Van zijn vertalingen van de werken van Aristoteles bezitten wij de vertaling met commentaar van een groot deel van het Organon. Samen met zijn vertaling en commentaar van de Eisagoge van Porphyrius en Boëthius’ eigen logische geschriften vormden deze de handleiding bij het logica-onderwijs in de Middeleeuwen.
Ook in zijn theologische geschriften (Opuscula Sacra), waarvan er enige door Thomas zijn becommentarieerd, heeft Boëthius als eerste in het westen beproefd Aristotelische begrippen en methoden toe te passen op de geloofsinhoud.
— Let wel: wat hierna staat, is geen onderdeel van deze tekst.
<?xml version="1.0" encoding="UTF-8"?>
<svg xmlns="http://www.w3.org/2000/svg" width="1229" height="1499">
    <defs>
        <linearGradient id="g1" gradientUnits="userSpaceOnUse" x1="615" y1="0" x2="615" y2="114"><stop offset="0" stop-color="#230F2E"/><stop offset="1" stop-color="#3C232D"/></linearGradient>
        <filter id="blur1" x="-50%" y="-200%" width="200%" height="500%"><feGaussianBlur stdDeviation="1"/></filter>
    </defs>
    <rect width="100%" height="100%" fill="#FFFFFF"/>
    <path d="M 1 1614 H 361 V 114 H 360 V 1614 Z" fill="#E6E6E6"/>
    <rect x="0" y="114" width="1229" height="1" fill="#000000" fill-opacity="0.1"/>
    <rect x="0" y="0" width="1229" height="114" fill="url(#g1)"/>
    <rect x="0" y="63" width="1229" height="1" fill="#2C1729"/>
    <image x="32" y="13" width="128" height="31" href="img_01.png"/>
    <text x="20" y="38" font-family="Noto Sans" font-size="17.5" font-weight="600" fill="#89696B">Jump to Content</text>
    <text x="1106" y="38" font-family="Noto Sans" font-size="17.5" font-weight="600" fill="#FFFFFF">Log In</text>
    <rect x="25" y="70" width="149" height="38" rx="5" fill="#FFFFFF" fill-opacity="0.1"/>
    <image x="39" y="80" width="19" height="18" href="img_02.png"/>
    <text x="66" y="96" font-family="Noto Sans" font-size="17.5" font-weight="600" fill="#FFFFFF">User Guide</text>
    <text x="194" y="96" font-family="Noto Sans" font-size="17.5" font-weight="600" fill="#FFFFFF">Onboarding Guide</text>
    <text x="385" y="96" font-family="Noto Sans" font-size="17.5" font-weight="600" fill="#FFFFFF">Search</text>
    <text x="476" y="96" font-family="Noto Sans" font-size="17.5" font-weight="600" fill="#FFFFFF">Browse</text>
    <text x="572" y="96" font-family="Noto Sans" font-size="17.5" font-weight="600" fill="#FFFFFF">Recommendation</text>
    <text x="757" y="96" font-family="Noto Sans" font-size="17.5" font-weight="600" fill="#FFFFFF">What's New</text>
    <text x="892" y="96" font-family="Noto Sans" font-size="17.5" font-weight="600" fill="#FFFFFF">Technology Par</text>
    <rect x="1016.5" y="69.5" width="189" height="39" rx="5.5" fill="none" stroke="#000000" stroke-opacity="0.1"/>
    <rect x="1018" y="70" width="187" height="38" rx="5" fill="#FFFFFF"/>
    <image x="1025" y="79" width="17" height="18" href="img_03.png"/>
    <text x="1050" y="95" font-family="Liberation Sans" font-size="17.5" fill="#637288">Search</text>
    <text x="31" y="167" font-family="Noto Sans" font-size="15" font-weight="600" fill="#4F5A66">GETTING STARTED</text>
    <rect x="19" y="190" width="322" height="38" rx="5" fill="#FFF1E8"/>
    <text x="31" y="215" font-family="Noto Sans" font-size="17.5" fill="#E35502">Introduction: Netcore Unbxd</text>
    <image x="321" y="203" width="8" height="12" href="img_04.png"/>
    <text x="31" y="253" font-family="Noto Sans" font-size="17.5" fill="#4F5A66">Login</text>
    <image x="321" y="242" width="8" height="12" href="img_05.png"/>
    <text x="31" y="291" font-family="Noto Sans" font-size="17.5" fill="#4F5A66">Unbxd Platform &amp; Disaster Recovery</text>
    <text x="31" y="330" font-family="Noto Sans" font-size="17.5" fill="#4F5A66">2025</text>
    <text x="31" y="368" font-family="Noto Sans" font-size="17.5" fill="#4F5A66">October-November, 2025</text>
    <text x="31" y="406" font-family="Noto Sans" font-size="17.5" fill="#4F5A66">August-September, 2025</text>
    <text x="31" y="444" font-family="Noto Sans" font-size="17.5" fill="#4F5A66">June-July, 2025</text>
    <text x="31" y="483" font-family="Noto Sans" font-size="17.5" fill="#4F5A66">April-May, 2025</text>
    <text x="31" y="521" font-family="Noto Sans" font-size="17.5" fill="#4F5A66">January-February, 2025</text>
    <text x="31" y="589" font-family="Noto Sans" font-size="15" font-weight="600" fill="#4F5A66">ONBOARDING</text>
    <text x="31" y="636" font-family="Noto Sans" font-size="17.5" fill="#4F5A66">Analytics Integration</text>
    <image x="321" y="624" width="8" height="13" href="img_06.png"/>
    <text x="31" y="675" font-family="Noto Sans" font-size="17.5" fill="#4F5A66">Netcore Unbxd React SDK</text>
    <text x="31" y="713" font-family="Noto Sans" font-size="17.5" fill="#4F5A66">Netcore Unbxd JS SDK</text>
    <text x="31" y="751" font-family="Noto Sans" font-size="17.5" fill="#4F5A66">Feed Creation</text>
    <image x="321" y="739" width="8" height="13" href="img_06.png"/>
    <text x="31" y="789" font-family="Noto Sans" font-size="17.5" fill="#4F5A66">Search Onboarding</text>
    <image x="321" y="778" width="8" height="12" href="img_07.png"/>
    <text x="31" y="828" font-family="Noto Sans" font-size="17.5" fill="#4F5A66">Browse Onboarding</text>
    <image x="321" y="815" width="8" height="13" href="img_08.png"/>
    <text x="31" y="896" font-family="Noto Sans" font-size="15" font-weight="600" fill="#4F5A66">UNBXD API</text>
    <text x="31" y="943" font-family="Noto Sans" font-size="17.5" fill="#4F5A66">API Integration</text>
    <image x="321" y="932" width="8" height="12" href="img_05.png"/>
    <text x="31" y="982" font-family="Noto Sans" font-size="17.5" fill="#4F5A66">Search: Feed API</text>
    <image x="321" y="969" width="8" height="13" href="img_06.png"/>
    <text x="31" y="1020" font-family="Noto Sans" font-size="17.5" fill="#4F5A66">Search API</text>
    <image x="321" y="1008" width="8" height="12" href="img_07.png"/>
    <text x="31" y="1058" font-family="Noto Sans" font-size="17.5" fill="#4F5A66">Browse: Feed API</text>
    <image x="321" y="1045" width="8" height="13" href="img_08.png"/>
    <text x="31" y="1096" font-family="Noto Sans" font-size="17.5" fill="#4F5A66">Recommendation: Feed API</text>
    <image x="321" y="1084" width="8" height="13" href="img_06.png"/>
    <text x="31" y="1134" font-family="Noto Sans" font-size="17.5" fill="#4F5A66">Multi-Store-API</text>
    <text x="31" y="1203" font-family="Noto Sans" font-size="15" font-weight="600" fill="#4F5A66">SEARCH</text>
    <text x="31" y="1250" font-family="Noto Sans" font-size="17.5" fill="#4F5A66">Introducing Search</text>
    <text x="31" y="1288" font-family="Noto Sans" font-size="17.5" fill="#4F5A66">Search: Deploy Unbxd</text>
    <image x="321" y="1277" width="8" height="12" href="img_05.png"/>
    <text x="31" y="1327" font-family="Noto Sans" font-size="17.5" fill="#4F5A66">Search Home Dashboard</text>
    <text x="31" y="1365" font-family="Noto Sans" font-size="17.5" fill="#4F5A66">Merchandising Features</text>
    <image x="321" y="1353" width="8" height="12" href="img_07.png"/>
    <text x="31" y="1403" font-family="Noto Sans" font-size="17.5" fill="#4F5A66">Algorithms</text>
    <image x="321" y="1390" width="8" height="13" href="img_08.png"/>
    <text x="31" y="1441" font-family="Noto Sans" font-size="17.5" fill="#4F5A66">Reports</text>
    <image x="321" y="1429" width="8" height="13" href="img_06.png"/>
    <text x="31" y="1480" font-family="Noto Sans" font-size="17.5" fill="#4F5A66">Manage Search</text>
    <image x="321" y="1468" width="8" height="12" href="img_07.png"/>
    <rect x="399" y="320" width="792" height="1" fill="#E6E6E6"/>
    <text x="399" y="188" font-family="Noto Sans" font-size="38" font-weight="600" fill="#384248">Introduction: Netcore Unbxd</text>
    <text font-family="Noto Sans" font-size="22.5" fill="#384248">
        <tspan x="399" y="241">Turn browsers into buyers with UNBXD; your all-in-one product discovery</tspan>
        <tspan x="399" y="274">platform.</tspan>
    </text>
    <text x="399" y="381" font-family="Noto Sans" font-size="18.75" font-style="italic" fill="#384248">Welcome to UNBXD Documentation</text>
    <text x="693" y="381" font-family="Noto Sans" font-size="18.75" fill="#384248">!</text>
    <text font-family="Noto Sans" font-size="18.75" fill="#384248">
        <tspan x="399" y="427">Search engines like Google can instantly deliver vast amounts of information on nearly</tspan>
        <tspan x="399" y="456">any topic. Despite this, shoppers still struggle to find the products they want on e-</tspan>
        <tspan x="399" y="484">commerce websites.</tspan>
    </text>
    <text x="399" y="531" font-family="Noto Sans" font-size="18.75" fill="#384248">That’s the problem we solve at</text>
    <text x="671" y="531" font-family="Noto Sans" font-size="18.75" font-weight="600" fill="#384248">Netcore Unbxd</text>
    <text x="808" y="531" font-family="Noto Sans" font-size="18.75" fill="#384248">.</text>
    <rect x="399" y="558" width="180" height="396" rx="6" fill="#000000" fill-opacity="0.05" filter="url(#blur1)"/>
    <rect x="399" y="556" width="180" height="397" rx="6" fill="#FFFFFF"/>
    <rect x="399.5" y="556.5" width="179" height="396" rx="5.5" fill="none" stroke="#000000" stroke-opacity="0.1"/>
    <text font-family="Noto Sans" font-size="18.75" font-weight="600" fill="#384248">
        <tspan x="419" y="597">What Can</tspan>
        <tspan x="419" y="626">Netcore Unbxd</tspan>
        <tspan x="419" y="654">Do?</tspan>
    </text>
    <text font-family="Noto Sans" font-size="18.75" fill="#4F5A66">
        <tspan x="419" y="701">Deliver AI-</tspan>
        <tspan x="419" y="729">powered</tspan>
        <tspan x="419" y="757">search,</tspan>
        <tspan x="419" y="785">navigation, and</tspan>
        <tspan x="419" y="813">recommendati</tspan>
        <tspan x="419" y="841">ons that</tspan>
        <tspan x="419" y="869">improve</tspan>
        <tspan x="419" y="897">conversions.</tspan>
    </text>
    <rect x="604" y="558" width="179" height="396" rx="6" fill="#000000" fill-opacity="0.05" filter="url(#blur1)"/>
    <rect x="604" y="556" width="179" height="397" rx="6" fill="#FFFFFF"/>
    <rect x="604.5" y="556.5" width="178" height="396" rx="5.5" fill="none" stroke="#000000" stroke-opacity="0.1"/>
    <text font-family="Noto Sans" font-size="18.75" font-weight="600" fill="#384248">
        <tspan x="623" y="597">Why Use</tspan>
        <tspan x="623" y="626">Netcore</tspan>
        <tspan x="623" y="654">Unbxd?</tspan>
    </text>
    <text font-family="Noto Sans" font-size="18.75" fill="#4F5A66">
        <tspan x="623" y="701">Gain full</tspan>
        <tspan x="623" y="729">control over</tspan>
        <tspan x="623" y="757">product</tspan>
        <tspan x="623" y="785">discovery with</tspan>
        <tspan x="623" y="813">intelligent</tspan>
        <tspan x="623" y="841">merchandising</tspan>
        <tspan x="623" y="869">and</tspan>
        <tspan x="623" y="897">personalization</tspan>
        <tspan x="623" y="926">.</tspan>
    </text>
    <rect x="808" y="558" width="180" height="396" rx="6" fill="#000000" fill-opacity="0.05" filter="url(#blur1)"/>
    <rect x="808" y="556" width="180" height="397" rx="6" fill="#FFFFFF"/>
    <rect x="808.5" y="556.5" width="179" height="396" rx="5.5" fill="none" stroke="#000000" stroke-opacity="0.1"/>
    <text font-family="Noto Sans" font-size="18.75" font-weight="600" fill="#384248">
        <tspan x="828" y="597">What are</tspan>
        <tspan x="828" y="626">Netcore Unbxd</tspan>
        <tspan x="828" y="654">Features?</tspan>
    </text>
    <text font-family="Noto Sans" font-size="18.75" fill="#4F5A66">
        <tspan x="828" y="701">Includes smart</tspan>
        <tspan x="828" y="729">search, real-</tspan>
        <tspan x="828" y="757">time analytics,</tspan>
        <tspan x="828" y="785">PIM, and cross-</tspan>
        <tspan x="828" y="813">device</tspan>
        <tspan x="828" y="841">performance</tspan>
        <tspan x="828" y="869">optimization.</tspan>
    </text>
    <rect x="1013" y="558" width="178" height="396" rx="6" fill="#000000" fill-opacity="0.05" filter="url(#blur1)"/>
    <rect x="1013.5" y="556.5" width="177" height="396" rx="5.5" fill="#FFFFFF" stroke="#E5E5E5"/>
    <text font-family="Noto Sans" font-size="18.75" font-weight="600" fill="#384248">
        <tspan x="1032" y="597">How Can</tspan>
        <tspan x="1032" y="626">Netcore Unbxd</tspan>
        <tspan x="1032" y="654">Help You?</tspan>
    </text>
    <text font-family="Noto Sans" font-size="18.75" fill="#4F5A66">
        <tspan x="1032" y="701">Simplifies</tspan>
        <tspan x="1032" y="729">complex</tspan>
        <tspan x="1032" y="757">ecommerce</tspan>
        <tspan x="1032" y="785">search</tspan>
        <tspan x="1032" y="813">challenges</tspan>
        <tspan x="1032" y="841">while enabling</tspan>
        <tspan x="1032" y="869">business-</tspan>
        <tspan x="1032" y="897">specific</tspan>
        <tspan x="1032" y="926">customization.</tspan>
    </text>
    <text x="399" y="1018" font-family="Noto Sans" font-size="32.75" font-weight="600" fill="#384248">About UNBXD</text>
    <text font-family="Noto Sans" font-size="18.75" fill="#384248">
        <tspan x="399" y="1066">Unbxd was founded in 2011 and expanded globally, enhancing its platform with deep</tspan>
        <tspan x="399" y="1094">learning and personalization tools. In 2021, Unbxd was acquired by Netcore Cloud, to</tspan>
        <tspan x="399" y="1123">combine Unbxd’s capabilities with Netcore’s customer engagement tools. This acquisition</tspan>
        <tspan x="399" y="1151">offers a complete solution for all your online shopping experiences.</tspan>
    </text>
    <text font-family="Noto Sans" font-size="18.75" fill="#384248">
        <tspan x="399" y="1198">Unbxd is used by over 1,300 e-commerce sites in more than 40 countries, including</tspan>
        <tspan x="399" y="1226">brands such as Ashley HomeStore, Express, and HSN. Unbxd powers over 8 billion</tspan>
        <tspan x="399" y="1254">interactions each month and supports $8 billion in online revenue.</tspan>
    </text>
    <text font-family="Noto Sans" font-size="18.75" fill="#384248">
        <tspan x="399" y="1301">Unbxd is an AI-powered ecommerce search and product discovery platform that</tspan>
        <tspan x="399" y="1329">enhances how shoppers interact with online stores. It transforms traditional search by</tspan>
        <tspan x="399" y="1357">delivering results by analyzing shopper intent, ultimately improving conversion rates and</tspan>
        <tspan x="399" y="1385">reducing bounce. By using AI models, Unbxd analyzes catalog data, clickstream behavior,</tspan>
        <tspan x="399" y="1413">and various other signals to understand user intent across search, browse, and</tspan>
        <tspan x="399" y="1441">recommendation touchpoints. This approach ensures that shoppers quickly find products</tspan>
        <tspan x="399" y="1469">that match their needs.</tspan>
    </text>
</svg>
Zijn meest bekende en in de Middeleeuwen meest gelezen geschrift De consolatione philosophiae schreef hij in de gevangenis.
Hierin ontwikkelt hij de troostgedachten, die de (christelijke) wijsbegeerte de beproefde mens schenkt en die hierop neerkomen, dat alle leed, dat de mens treft, hem door God wordt toebedeeld en tot zijn welzijn strekt.